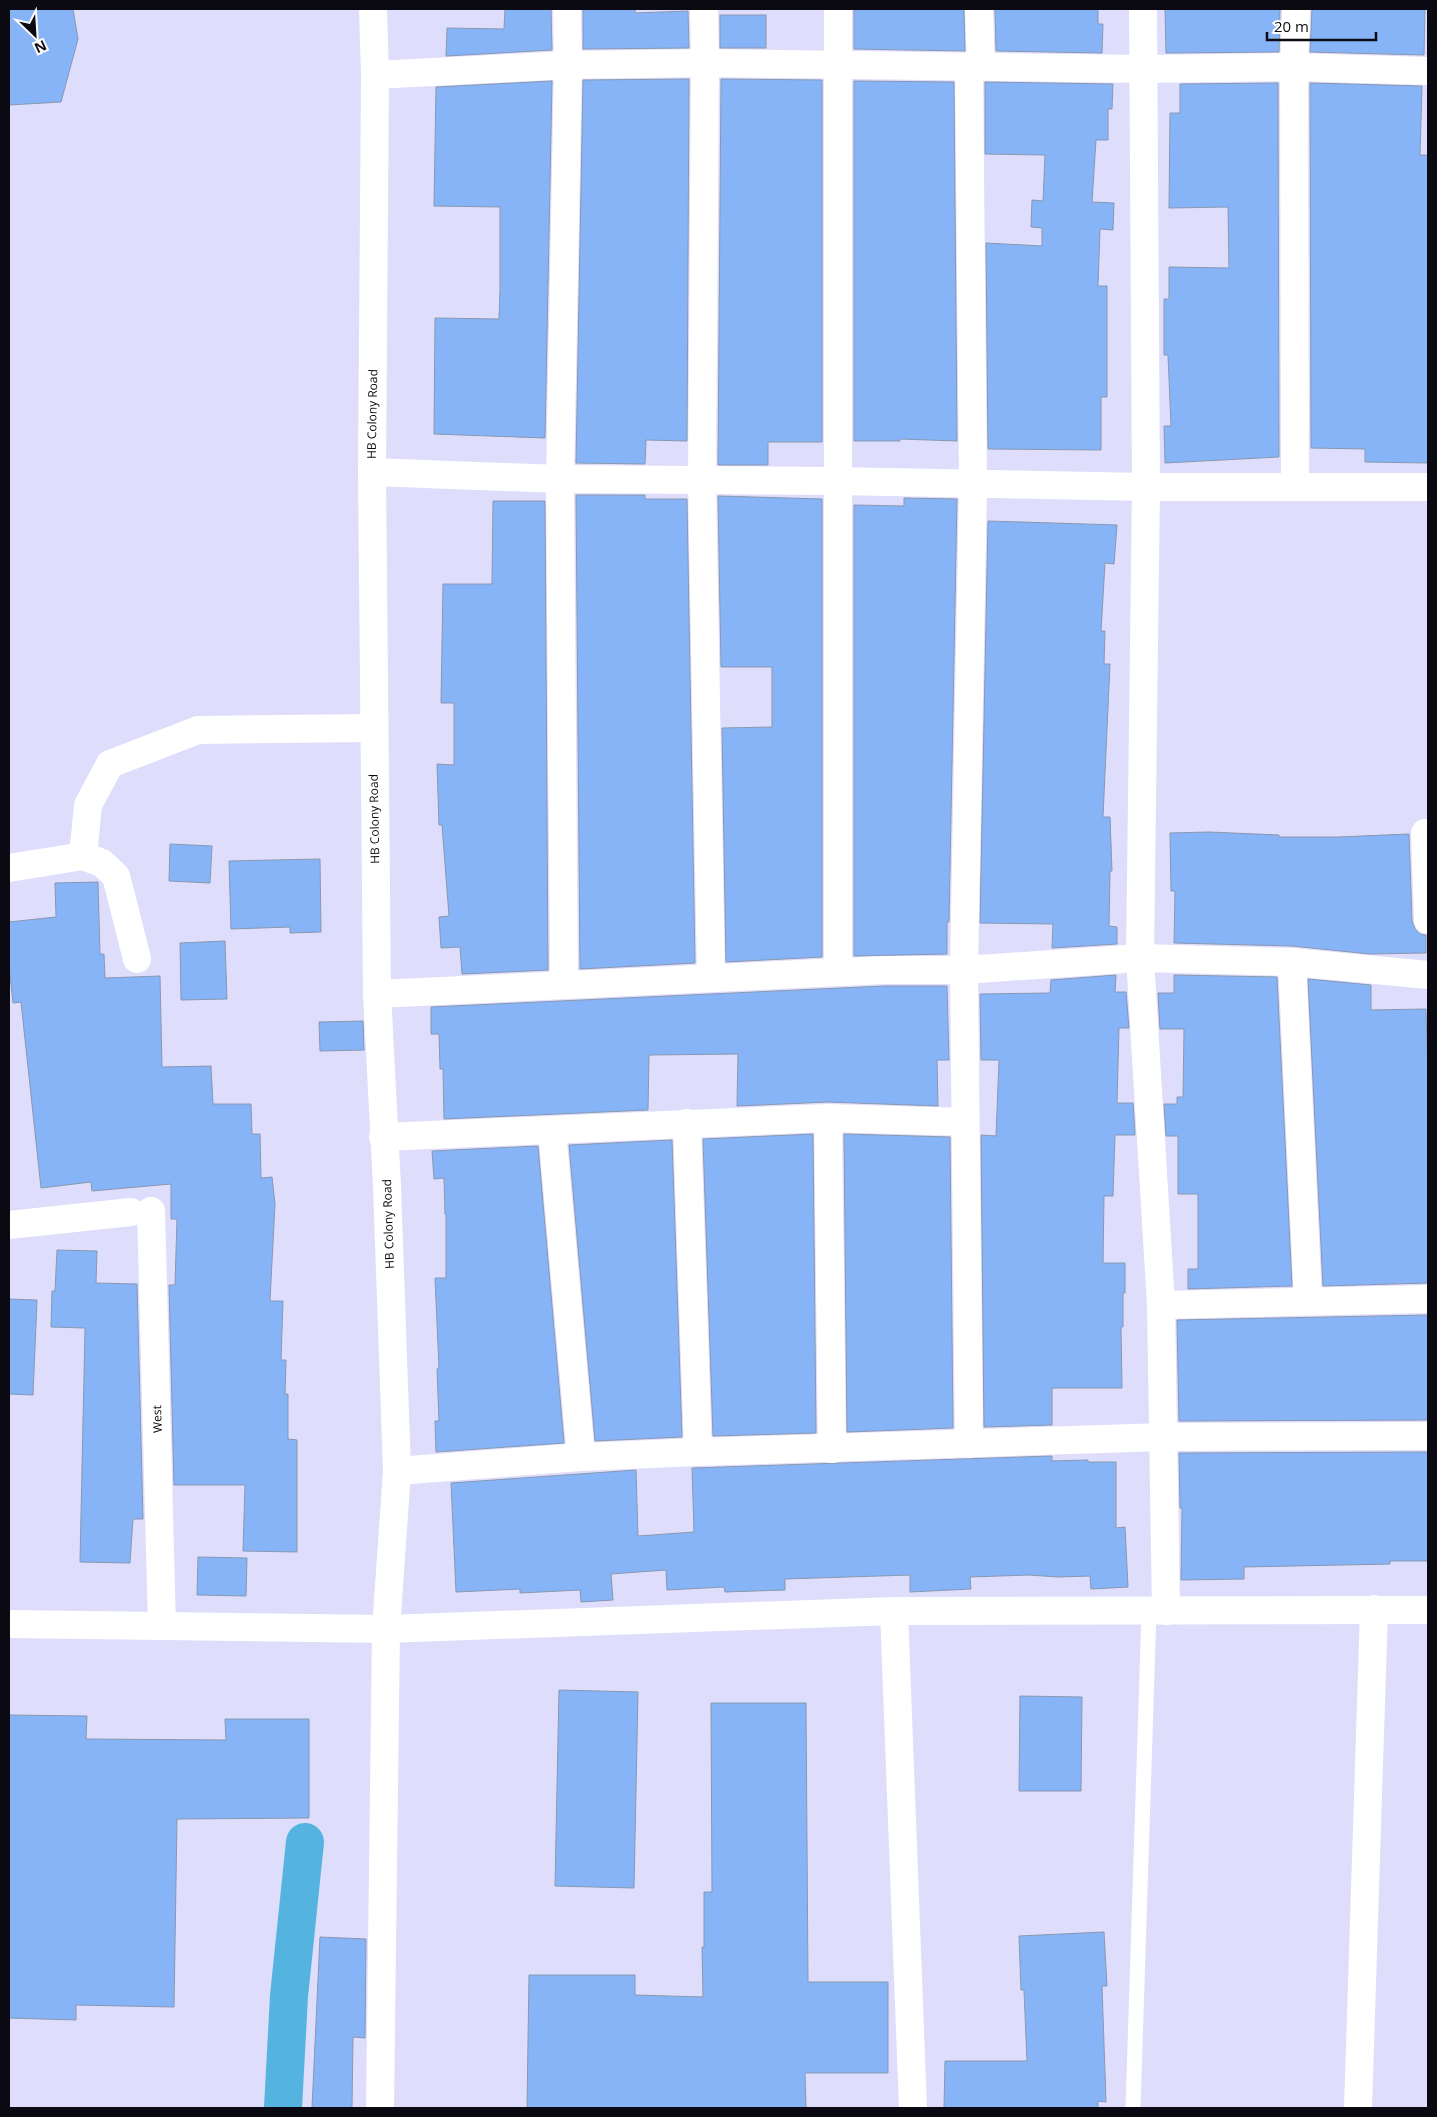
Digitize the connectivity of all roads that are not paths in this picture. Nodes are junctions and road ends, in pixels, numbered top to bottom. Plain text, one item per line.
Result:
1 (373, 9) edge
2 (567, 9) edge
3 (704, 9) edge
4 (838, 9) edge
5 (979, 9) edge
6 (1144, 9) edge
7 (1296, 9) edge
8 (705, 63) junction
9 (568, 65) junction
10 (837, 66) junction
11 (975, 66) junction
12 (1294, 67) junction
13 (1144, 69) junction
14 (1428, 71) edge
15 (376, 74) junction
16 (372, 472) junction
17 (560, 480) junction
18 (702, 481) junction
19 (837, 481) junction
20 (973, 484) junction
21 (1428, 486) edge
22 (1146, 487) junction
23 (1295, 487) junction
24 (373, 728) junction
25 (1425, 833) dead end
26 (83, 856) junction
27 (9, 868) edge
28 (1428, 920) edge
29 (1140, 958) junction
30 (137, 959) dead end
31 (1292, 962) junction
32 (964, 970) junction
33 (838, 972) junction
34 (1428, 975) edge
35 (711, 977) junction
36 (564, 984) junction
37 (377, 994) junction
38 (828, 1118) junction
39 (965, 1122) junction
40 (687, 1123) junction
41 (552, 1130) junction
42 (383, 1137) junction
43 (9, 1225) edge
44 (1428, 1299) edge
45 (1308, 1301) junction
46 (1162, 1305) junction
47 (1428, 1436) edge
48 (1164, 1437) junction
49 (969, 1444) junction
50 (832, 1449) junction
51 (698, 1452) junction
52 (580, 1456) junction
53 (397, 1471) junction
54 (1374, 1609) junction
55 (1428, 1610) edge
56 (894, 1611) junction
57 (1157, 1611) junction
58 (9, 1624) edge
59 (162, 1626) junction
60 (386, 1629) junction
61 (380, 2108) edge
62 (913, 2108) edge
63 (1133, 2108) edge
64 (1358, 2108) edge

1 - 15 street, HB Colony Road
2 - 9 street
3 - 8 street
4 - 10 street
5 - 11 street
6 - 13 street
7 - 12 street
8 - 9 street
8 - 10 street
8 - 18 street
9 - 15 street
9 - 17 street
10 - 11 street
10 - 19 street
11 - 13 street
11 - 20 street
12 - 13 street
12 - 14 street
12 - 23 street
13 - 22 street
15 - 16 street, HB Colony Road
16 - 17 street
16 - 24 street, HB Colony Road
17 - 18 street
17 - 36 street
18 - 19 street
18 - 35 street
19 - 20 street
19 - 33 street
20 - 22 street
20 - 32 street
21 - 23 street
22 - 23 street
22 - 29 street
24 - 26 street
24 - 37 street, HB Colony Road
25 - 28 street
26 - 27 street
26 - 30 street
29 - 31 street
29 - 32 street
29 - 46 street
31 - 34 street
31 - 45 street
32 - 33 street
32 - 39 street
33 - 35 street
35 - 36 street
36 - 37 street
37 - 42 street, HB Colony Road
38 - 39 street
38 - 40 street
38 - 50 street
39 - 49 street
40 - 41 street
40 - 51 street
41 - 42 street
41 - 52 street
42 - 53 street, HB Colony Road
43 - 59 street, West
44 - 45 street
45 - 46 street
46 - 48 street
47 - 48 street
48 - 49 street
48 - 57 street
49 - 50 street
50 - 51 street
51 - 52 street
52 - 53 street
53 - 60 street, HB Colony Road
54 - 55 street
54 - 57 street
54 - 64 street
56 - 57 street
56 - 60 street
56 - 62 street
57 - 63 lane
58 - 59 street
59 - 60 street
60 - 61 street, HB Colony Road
══════════════════════════════
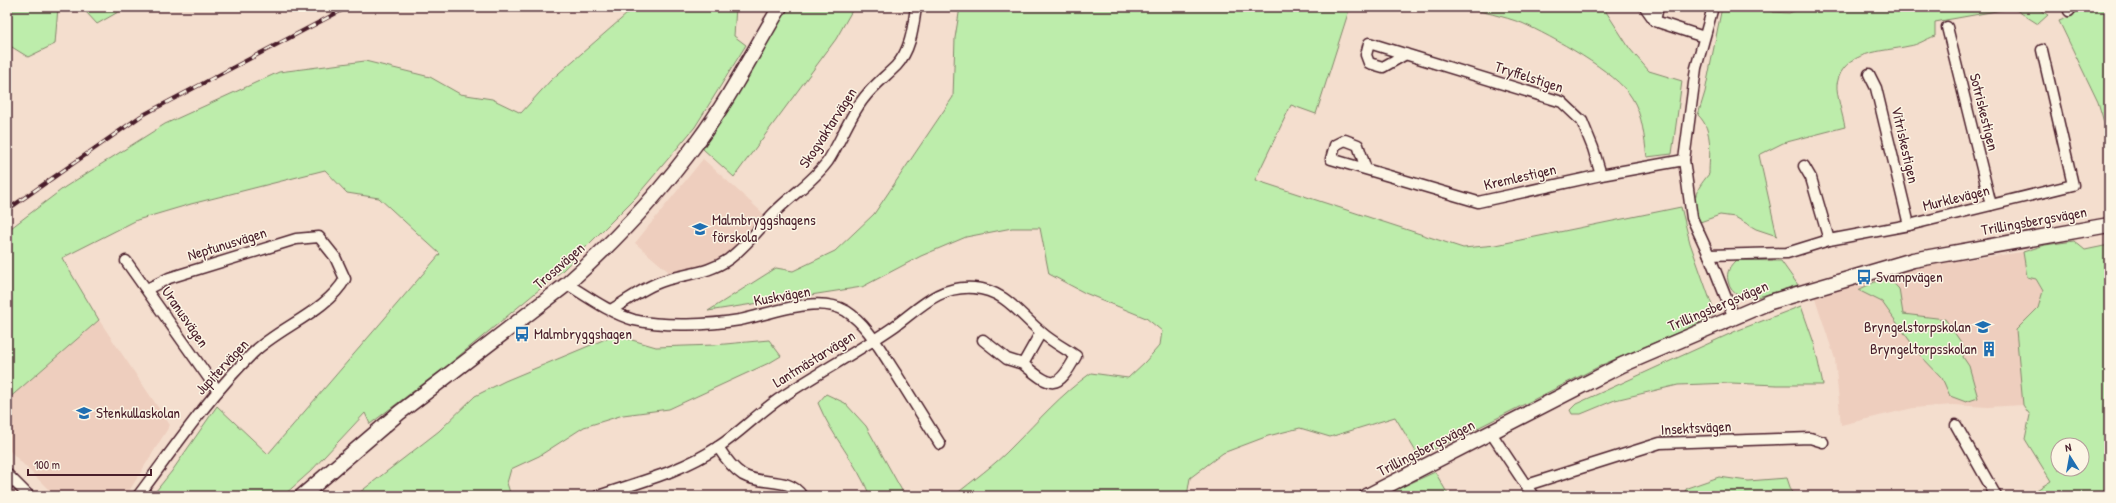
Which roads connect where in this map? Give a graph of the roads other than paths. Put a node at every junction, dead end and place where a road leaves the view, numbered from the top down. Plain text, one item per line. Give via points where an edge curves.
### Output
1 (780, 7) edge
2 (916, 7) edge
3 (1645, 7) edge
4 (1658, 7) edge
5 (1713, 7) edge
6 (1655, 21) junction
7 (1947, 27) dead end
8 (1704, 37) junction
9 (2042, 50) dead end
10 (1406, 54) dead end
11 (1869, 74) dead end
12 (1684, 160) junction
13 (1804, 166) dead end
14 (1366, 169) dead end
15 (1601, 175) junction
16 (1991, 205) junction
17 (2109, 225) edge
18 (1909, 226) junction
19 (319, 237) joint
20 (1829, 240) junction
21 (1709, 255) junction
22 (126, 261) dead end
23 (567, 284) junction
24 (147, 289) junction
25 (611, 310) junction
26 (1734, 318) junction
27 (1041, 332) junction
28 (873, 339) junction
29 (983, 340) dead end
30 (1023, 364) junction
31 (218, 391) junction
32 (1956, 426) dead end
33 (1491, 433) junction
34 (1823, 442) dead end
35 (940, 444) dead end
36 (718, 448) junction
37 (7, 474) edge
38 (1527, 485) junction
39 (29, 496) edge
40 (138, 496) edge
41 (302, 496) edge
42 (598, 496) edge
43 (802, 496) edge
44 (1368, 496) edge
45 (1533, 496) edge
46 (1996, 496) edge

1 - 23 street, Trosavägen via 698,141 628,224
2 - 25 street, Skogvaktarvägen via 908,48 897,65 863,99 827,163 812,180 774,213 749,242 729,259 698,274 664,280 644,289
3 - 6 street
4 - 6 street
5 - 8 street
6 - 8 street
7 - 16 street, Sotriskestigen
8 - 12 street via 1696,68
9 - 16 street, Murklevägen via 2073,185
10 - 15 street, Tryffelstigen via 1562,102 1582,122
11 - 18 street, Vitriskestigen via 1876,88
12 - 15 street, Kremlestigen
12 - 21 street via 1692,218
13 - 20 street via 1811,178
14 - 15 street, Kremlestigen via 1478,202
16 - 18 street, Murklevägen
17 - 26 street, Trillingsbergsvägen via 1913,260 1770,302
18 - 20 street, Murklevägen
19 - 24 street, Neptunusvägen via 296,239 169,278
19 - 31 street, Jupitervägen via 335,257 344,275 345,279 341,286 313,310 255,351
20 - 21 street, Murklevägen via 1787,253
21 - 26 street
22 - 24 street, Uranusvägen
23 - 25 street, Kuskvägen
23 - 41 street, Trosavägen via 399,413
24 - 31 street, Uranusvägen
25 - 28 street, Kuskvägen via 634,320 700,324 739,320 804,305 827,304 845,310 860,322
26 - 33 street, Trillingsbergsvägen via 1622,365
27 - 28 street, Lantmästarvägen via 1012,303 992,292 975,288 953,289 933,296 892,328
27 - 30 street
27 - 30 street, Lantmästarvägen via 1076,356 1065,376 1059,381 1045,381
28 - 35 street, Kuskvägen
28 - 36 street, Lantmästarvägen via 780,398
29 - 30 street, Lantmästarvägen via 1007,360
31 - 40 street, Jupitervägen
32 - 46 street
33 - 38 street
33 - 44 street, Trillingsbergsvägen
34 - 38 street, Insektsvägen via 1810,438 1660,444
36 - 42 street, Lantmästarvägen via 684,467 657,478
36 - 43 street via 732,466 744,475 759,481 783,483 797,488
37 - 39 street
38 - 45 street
══════════════════════════════
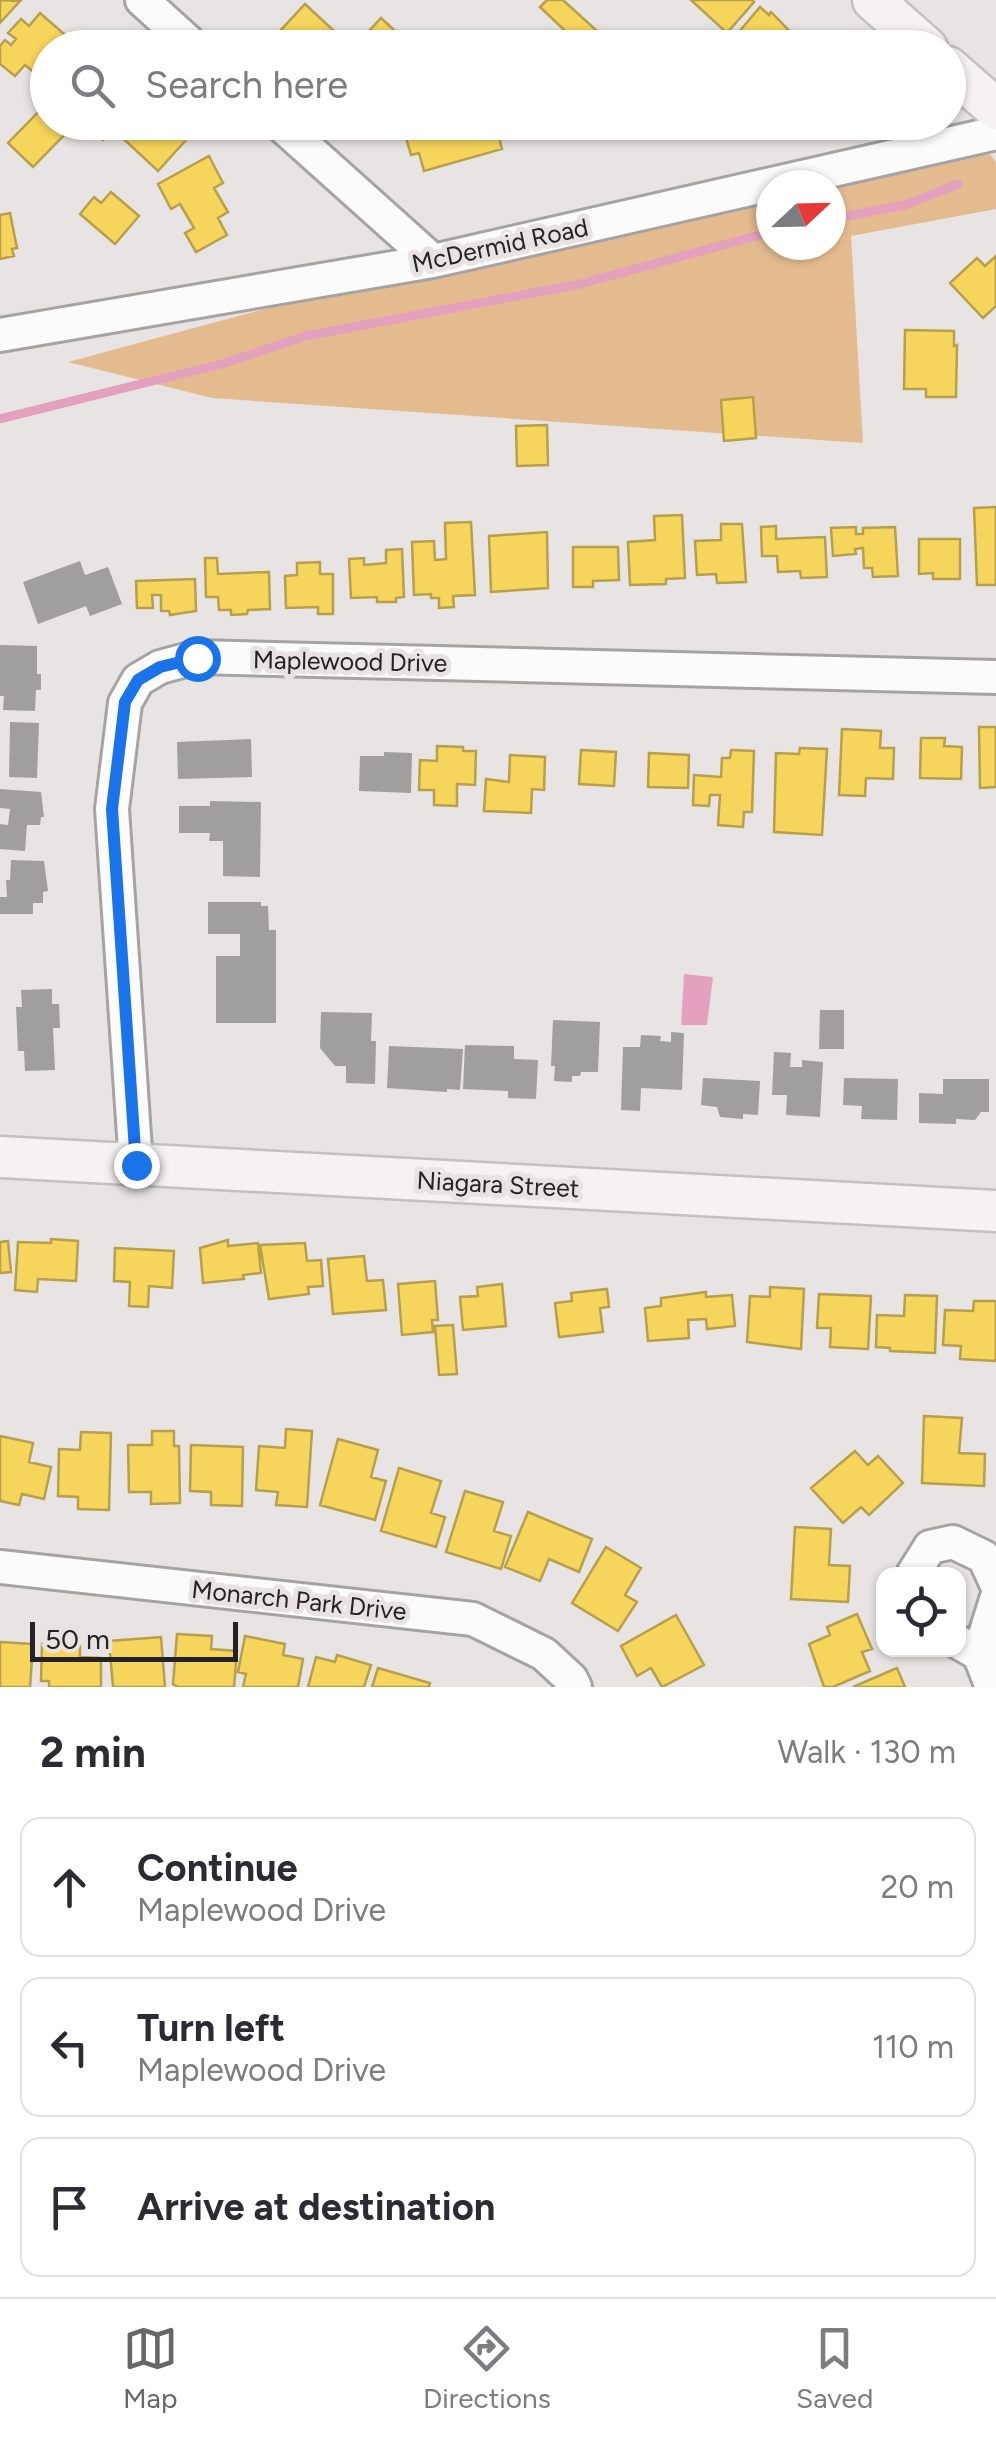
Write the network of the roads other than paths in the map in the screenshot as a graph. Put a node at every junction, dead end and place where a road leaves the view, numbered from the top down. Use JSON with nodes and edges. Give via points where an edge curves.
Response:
══════════════════════════════
• Task instructions
Within the material, how many lines hold the word "every"? Only the number is needed.

• Solution
2